**WHAT IS EXPECTED:** Count every line below that contains "Fuster", then give that count and nothing else.

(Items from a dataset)
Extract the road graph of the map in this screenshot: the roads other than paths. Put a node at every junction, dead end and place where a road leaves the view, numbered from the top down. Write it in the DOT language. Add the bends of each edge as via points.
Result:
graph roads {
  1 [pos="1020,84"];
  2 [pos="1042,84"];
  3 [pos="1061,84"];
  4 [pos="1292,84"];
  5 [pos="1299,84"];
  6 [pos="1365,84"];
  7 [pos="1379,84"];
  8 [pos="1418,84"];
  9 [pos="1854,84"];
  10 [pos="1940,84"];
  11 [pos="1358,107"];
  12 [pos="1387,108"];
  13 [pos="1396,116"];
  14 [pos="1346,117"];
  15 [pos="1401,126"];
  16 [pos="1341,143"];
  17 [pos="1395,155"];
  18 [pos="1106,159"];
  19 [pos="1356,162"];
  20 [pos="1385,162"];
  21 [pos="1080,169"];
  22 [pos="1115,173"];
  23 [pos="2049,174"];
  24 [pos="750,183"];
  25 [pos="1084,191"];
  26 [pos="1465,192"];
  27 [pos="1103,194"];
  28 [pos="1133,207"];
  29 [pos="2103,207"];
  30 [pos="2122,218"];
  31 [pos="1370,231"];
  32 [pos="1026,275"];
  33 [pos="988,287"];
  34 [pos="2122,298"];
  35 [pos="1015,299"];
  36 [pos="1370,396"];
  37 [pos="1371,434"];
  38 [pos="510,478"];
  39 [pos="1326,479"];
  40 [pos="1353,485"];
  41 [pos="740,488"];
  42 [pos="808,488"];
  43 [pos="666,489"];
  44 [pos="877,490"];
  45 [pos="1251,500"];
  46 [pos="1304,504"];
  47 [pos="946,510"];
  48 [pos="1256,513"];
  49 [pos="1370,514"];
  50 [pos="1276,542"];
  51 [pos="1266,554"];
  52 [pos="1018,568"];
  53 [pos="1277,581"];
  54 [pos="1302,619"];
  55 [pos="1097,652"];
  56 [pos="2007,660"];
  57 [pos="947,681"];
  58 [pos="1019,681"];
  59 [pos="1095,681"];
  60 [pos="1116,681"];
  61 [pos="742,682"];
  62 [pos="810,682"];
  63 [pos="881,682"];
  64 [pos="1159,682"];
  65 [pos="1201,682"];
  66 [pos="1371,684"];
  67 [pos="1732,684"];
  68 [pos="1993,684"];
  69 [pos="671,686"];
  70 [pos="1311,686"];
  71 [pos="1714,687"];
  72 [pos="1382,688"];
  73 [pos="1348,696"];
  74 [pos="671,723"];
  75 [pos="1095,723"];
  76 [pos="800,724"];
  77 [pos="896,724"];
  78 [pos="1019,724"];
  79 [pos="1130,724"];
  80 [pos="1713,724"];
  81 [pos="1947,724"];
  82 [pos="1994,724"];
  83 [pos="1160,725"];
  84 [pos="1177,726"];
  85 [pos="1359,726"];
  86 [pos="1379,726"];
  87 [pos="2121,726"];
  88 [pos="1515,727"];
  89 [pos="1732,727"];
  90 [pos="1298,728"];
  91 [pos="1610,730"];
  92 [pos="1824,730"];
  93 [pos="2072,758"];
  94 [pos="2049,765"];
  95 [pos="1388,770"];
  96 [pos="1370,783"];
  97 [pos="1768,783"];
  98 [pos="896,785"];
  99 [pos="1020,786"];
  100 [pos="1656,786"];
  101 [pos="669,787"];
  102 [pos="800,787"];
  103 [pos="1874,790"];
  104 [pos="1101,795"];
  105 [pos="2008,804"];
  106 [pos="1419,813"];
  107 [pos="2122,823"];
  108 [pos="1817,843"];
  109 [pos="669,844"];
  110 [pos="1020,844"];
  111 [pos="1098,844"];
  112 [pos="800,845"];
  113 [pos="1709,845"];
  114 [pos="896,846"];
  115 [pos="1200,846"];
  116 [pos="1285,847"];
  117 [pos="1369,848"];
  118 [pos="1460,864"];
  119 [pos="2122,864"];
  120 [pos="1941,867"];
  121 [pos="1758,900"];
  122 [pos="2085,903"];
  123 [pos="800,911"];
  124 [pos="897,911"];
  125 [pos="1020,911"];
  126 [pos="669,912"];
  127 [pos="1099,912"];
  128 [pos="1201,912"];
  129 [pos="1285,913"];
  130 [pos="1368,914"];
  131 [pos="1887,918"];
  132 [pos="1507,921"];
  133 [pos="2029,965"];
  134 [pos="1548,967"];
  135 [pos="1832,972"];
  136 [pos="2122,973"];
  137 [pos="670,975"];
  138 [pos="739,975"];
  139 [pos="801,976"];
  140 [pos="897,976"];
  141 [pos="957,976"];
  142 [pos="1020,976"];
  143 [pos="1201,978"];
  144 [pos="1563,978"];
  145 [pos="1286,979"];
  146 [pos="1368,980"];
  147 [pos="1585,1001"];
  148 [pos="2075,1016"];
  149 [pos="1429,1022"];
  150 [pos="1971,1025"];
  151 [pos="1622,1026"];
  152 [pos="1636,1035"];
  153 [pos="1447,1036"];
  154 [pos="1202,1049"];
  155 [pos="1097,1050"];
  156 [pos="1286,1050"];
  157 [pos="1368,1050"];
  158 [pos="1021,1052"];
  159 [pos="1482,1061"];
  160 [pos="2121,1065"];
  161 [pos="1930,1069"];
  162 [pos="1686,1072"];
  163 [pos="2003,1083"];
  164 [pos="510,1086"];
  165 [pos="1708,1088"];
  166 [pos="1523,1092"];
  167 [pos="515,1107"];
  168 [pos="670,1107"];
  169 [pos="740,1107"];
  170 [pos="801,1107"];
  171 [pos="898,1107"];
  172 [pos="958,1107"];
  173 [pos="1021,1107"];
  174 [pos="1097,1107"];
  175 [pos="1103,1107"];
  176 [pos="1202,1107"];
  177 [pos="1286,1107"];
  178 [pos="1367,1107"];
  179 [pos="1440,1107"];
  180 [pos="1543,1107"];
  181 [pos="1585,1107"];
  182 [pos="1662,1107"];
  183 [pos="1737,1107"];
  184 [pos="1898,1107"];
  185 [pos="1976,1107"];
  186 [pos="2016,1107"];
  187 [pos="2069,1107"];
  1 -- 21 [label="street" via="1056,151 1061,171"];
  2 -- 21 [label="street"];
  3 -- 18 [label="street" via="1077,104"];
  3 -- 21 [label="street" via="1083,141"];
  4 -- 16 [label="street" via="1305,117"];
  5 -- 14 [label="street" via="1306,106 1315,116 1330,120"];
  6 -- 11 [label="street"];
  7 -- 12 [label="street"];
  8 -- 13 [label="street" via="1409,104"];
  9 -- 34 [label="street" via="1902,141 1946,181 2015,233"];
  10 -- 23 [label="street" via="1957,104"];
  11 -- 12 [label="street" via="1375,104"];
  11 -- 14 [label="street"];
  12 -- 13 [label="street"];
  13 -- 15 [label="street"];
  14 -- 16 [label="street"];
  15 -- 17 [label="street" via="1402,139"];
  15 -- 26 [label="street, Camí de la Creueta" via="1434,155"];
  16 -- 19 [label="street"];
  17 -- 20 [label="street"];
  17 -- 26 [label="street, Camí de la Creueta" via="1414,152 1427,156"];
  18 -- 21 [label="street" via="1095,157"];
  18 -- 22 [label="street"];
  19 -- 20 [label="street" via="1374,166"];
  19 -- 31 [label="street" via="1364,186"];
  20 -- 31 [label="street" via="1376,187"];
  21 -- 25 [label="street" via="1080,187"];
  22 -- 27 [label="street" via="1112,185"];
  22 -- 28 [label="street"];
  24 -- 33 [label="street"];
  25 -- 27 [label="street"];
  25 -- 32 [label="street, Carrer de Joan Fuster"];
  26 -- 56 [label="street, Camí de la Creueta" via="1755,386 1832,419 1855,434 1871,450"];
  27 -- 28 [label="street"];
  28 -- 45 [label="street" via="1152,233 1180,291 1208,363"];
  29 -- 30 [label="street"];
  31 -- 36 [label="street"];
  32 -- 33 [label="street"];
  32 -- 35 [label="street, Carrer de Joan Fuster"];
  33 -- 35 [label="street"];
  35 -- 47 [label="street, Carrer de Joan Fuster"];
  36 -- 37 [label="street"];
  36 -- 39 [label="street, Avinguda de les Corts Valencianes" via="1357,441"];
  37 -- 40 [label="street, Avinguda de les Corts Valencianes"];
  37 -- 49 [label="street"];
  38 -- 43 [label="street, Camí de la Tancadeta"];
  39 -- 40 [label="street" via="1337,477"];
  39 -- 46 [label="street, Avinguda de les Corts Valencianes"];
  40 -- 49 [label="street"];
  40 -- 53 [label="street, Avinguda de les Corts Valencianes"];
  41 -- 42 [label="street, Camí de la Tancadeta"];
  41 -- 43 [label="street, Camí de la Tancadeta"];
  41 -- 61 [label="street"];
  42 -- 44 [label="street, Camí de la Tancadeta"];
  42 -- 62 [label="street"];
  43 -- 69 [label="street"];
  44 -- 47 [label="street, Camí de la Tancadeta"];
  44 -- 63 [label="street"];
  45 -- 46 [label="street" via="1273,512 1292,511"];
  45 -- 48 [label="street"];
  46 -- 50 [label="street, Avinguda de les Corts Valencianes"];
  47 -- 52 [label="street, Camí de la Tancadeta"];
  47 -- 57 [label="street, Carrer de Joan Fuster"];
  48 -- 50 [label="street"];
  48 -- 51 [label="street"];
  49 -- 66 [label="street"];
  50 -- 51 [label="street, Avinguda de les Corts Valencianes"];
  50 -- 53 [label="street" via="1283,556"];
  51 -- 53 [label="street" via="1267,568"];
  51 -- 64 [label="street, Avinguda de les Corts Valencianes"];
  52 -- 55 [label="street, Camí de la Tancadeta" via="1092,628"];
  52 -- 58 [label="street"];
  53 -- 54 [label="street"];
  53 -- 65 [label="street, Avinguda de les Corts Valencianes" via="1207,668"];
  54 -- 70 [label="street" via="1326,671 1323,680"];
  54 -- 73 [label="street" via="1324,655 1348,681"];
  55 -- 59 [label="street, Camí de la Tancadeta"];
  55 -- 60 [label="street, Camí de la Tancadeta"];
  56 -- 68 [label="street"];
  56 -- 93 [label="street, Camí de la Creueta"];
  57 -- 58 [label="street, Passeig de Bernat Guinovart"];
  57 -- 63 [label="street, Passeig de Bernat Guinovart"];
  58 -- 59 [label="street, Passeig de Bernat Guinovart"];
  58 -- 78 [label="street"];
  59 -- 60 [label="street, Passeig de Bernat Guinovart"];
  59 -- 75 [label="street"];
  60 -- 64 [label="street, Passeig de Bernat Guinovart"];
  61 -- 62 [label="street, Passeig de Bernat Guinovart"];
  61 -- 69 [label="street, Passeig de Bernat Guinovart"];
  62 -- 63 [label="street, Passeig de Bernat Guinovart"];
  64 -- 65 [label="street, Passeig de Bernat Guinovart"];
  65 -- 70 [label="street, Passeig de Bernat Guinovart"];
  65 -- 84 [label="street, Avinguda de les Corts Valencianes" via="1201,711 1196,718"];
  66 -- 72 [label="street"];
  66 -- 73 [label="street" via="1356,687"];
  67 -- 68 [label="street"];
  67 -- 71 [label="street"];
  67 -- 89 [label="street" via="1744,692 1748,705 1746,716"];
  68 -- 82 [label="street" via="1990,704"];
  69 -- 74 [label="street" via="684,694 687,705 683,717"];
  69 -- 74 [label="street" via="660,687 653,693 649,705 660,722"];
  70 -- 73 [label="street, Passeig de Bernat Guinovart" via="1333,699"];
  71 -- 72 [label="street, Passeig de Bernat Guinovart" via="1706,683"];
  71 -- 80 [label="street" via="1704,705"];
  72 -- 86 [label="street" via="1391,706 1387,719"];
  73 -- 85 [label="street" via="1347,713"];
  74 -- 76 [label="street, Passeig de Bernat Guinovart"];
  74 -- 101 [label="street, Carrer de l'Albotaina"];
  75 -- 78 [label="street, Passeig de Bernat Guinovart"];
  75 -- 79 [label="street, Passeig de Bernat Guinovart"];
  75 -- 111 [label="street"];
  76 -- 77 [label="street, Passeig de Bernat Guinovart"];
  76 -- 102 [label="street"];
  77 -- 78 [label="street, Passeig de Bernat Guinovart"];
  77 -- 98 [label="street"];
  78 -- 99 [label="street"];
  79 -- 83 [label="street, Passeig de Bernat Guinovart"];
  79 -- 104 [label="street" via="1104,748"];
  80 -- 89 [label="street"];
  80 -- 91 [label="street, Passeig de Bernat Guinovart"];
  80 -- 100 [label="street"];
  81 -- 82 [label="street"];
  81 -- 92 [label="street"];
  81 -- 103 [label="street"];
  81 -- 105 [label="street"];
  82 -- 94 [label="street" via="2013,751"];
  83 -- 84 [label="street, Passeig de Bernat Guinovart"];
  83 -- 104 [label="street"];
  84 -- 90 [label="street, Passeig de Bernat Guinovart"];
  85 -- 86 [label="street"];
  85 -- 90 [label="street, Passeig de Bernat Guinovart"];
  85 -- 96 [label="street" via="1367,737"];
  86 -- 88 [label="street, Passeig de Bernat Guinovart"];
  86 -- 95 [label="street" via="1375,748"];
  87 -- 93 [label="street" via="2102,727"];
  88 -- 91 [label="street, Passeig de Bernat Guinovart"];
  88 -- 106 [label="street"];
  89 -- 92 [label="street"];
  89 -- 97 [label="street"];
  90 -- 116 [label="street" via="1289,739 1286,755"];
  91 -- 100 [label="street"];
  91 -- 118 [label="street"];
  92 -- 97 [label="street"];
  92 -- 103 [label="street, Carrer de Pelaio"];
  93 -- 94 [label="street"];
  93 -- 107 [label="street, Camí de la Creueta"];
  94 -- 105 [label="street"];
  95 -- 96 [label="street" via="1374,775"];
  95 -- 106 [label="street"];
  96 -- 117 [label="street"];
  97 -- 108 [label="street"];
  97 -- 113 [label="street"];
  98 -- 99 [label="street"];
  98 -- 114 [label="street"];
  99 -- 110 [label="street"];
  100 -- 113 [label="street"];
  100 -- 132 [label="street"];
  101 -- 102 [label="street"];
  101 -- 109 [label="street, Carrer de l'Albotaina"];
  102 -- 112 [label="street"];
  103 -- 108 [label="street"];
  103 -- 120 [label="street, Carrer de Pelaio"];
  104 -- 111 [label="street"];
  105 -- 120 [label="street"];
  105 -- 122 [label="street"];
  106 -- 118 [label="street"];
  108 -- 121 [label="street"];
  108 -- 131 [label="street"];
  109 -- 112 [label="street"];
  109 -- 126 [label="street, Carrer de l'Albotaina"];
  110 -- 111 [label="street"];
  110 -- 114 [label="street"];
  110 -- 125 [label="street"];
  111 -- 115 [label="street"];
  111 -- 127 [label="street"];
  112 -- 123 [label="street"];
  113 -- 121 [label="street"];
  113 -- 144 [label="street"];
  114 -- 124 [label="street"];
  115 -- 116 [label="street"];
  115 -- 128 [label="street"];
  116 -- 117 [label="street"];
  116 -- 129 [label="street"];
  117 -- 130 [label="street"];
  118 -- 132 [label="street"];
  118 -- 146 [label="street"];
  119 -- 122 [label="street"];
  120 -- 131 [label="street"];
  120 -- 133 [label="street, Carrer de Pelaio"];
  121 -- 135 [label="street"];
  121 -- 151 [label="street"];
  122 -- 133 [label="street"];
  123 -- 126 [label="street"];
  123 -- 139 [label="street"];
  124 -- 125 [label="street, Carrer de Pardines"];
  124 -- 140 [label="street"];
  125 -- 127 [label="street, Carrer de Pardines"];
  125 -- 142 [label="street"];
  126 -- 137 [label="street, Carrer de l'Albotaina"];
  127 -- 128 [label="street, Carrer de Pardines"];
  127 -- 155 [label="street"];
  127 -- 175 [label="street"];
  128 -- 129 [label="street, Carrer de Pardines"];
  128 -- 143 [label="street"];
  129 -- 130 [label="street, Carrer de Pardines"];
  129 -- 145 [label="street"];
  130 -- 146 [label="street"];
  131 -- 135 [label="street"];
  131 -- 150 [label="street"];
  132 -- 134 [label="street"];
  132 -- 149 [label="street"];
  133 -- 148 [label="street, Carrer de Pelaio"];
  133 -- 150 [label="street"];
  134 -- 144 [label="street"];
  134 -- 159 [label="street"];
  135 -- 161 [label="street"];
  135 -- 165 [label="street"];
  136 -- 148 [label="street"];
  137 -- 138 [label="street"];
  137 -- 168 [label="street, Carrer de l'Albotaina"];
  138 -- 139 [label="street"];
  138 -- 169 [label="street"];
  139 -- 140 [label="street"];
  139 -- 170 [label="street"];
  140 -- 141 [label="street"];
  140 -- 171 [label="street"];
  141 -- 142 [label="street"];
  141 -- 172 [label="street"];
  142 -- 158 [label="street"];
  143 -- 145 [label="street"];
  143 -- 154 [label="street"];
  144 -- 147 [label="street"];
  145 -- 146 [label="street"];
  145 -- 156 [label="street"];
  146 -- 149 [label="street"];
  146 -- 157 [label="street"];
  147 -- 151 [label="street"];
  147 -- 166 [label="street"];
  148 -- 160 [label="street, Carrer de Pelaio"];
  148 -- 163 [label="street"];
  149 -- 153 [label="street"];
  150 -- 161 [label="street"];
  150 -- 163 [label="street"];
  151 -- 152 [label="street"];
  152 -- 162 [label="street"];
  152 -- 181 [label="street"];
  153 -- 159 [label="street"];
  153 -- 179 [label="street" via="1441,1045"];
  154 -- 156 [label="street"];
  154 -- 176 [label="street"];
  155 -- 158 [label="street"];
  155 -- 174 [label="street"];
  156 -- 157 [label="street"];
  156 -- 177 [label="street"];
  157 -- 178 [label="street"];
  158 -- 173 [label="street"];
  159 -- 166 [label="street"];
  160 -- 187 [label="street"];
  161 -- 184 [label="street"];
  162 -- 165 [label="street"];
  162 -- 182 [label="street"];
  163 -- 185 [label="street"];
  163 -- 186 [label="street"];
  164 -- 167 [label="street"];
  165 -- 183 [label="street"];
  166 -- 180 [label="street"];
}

**THE ANSWER:** 4